Sucessor de Amorim quebra enguiço de nove anos com duas obras de arte (crónica)
Jogo de loucos no Emirates! Com Bruno Fernandes e Diogo Dalot no onze, o Manchester United bateu o líder Arsenal (3-2) na própria casa do líder e subiu ao quarto lugar da Premier League, ultrapassando o Liverpool, derrotado em Bournemouth. Este foi o segundo jogo do sucessor de Ruben Amorim até ao final da época, Michael Carrick, no comando técnico e a segunda vitória, depois de dominar o dérbi de Manchester.
Por outro lado, Mikel Arteta surpreendeu ao deixar novamente Viktor Gyokeres no banco e o seu substituto, Gabriel Jesus, pouco fez no encontro, apesar do bis em Milão no último jogo. Mesmo assim, a sua formação entrou bem no encontro, controlando a posse de bola, enquanto o seu adversário deste domingo aguardava uma possibilidade para contra-atacar. O primeiro aviso foi aos 19 minutos, de bola parada, com Zubimendi a cabecear para uma enorme defesa de Lammens, que nada podia fazer em cima da meia-hora, com Lisandro Martínez a cometer autogolo.
O argentino estava tão focado em impedir Timber de rematar que acabou por, involuntariamente, desviar a bola para a própria baliza, de calcanhar, após um passe de Odegaard. O United reagiu de imediato por Bruno Fernandes, mas Saliba redimiu-se de um erro anterior com um grande corte ao luso. Segundos depois, novo erro na defensiva dos gunners, dessa vez de Zubimendi, que atrasou mal para o guarda-redes e acabou por assistir Mbeumo.
Segundo golo consecutivo para o camaronês, que passou por Raya e atirou para uma baliza deserta, apesar da pressão de Gabriel. Até ao intevalo, nenhuma equipa quis arriscar e na segunda parte, ao contrário da primeira, foram os red devils quem entraram melhor e um golaço de Dorgu provou isso mesmo! O dinamarquês combinou com Bruno Fernandes, que fez a sua 10.ª assistência nesta edição da liga inglesa - é o melhor assistente -, e atirou sem hipóteses para Raya - a bola bateu na trave e entrou.
Ao sofrer o segundo golo, Arteta fez quatro mudanças, incluindo a entrada de Gyokeres, mas não deu frutos imediatos, apenas aos 84 minutos, depois de muita insistência por parte do Arsenal, mas sem grande perigo, com o Manchester United a defender bem. Em mais um canto (foram muitos), os gunners chegaram ao golo do empate e num lance muito confuso na grande área, com Merino a encostar para dentro e Sesko por pouco que não evitou o golo, mas tirou a bola já dentro da baliza.
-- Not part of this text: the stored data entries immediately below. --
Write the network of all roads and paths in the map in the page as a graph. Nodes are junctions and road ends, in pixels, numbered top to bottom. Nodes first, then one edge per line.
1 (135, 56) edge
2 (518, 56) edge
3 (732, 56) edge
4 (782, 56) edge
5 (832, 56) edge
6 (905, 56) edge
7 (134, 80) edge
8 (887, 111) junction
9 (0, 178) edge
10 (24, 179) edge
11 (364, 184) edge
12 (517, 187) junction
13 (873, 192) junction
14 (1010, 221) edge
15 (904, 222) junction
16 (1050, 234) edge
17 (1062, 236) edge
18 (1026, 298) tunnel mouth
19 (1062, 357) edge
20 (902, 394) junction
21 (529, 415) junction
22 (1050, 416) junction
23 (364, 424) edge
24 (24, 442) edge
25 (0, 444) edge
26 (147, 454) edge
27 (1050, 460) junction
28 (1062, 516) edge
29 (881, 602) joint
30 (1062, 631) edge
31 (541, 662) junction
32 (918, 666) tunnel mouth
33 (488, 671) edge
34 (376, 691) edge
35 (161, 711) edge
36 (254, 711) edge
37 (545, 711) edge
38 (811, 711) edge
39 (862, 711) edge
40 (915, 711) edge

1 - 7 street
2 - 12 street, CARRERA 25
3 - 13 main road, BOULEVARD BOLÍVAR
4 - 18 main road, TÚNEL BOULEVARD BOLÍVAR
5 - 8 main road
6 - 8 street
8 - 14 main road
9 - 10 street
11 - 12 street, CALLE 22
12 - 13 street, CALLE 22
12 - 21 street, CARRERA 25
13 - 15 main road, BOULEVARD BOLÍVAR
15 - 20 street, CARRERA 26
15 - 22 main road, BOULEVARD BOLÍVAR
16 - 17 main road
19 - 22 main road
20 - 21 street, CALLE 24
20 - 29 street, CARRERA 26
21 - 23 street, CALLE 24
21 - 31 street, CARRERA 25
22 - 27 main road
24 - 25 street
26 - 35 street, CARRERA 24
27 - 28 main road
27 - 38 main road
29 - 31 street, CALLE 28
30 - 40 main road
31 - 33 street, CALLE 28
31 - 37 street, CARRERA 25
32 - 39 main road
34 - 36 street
Antes disso, os visitados ainda pediram penálti por mão de Maguire na área, mas o árbitro nada assinalou.
Os adeptos nas bancadas, e com toda a razão, fizeram a festa, pedindo à sua equipa para ainda ir buscar a vitória, mas a verdade é que foi o adversário quem voltou a marcar e novamente em grande estilo: Matheus Cunha, que entrou por Mbeumo, teve todo o espaço do mundo e atirou de muito longe para o 3-2, num remate colocadíssimo, provocando a loucura em Manchester.
Além de mais três pontos, destaca-se o facto do United ter ganho em casa do líder e quebrado um enguiço que durava há nove anos, na altura ainda com José Mourinho: os red devils não venciam em casa dos gunners desde 2017 para a Premier League. Por outro lado, o Arsenal ainda não tinha perdido em casa esta temporada e só tem agora mais quatro pontos do que Manchester City e Aston Villa.